The temperature reading from a thermocouple placed in a constant-temperature medium is normally distributed with a mean μ, the actual temperature of the medium, and standard deviation σ. What would the value of σ have to be to ensure that 95% of all readings are within 0.1 degree of σ?

The Attempt at a Solution



I looked up the solution and found the first step as P(-1.96 < x < 1.96) = 95%. This doesn't even make sense. Values of 1.96 on the normal distribution chart represent 0.975, or 97.5%. Can someone explain why I'm using these values?

The normal distribution chart is for sigma=1. How do you modify P to account for a sigma that's not equal to 1?
 
  • #3
Dick said:
The normal distribution chart is for sigma=1. How do you modify P to account for a sigma that's not equal to 1?

I know how to standardize for nonstandard normal distributions (Z=(X-μ)/σ). I don't see how it helps, or am I missing something really simple?
 
  • #4
cdotter said:
I know how to standardize for nonstandard normal distributions (Z=(X-μ)/σ). I don't see how it helps, or am I missing something really simple?
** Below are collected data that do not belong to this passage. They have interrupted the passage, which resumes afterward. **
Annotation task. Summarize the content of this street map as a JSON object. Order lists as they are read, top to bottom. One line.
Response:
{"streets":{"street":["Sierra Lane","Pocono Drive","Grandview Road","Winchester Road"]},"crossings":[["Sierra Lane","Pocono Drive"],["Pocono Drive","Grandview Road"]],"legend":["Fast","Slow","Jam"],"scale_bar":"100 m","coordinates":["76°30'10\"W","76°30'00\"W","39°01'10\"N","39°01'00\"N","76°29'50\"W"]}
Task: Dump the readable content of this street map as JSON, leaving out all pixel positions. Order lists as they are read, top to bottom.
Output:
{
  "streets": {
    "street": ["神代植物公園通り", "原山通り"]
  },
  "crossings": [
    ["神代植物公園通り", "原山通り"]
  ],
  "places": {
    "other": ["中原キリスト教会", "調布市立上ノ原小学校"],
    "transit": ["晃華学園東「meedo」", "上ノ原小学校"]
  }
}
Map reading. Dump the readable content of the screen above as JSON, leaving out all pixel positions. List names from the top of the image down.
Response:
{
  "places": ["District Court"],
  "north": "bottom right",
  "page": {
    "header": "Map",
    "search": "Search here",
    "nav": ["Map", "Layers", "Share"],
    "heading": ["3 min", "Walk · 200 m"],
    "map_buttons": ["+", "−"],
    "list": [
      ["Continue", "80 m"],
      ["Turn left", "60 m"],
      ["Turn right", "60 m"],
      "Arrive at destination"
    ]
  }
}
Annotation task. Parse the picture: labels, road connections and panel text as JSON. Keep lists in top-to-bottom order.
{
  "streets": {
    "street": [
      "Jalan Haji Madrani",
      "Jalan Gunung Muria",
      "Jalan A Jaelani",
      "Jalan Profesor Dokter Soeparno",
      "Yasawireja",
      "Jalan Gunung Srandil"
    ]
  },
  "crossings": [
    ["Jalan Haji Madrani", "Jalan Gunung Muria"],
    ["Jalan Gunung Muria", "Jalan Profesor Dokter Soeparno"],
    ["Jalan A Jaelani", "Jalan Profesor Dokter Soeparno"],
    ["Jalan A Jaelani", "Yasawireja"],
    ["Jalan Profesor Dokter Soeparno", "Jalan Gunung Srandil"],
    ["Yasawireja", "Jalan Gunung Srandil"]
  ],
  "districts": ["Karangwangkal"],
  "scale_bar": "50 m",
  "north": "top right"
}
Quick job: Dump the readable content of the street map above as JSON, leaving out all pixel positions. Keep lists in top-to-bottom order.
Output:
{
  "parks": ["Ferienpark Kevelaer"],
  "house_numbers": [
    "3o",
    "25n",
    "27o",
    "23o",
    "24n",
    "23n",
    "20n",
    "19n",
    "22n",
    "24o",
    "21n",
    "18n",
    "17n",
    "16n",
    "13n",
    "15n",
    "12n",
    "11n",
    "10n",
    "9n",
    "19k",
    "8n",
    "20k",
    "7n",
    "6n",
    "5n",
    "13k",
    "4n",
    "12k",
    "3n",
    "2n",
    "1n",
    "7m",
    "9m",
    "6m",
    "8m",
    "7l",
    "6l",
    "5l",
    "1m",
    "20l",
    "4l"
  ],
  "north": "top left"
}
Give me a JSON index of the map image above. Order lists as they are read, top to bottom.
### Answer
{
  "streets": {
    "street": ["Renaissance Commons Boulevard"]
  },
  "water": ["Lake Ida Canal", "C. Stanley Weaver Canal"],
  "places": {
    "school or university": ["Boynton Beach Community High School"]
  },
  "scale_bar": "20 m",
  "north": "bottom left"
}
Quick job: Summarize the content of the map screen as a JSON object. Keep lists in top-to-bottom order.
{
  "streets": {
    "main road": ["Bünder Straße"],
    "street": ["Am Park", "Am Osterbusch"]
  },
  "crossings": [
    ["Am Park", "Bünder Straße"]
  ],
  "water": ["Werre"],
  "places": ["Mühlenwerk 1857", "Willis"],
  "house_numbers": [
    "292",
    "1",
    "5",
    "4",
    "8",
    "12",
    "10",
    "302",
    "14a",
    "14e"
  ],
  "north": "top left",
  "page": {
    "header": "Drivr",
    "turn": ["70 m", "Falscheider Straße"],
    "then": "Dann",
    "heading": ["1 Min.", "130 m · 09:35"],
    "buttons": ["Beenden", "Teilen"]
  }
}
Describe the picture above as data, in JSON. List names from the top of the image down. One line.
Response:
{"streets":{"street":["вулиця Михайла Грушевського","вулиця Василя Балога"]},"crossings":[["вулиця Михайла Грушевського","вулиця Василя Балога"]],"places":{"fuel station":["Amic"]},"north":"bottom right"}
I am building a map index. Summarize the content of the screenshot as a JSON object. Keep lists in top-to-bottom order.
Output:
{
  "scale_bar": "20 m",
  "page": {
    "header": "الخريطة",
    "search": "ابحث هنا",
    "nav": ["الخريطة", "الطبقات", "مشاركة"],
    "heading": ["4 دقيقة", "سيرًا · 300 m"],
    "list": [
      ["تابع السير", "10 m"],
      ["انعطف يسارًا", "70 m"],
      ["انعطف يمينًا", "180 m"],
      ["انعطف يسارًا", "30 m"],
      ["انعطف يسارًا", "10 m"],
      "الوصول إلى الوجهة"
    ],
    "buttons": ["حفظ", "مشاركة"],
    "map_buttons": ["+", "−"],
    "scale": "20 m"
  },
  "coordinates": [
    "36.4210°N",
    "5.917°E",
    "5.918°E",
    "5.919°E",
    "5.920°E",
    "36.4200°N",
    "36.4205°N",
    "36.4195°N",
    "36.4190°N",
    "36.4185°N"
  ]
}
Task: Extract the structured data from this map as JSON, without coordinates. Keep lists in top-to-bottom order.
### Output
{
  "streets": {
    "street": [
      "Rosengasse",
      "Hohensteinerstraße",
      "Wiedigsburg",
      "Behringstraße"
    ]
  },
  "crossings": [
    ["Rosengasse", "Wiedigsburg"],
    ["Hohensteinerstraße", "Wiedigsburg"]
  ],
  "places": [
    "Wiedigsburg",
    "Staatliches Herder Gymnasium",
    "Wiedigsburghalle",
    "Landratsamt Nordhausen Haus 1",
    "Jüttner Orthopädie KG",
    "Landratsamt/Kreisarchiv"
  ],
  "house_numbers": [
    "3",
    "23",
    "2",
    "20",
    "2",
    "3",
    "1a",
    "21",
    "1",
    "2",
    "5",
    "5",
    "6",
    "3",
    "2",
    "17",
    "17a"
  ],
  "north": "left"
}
Z is the variable in the normal distribution chart. You don't want to make a different chart for every different value of mu and sigma, do you? So the chart is telling you P(-1.96 < Z < 1.96) = 95%. Put Z=(X-mu)/sigma into that. You want |X-mu|<0.1, yes?
 
  • #5
Dick said:
Z is the variable in the normal distribution chart. You don't want to make a different chart for every different value of mu and sigma, do you? So the chart is telling you P(-1.96 < Z < 1.96) = 95%. Put Z=(X-mu)/sigma into that. You want |X-mu|<0.1, yes?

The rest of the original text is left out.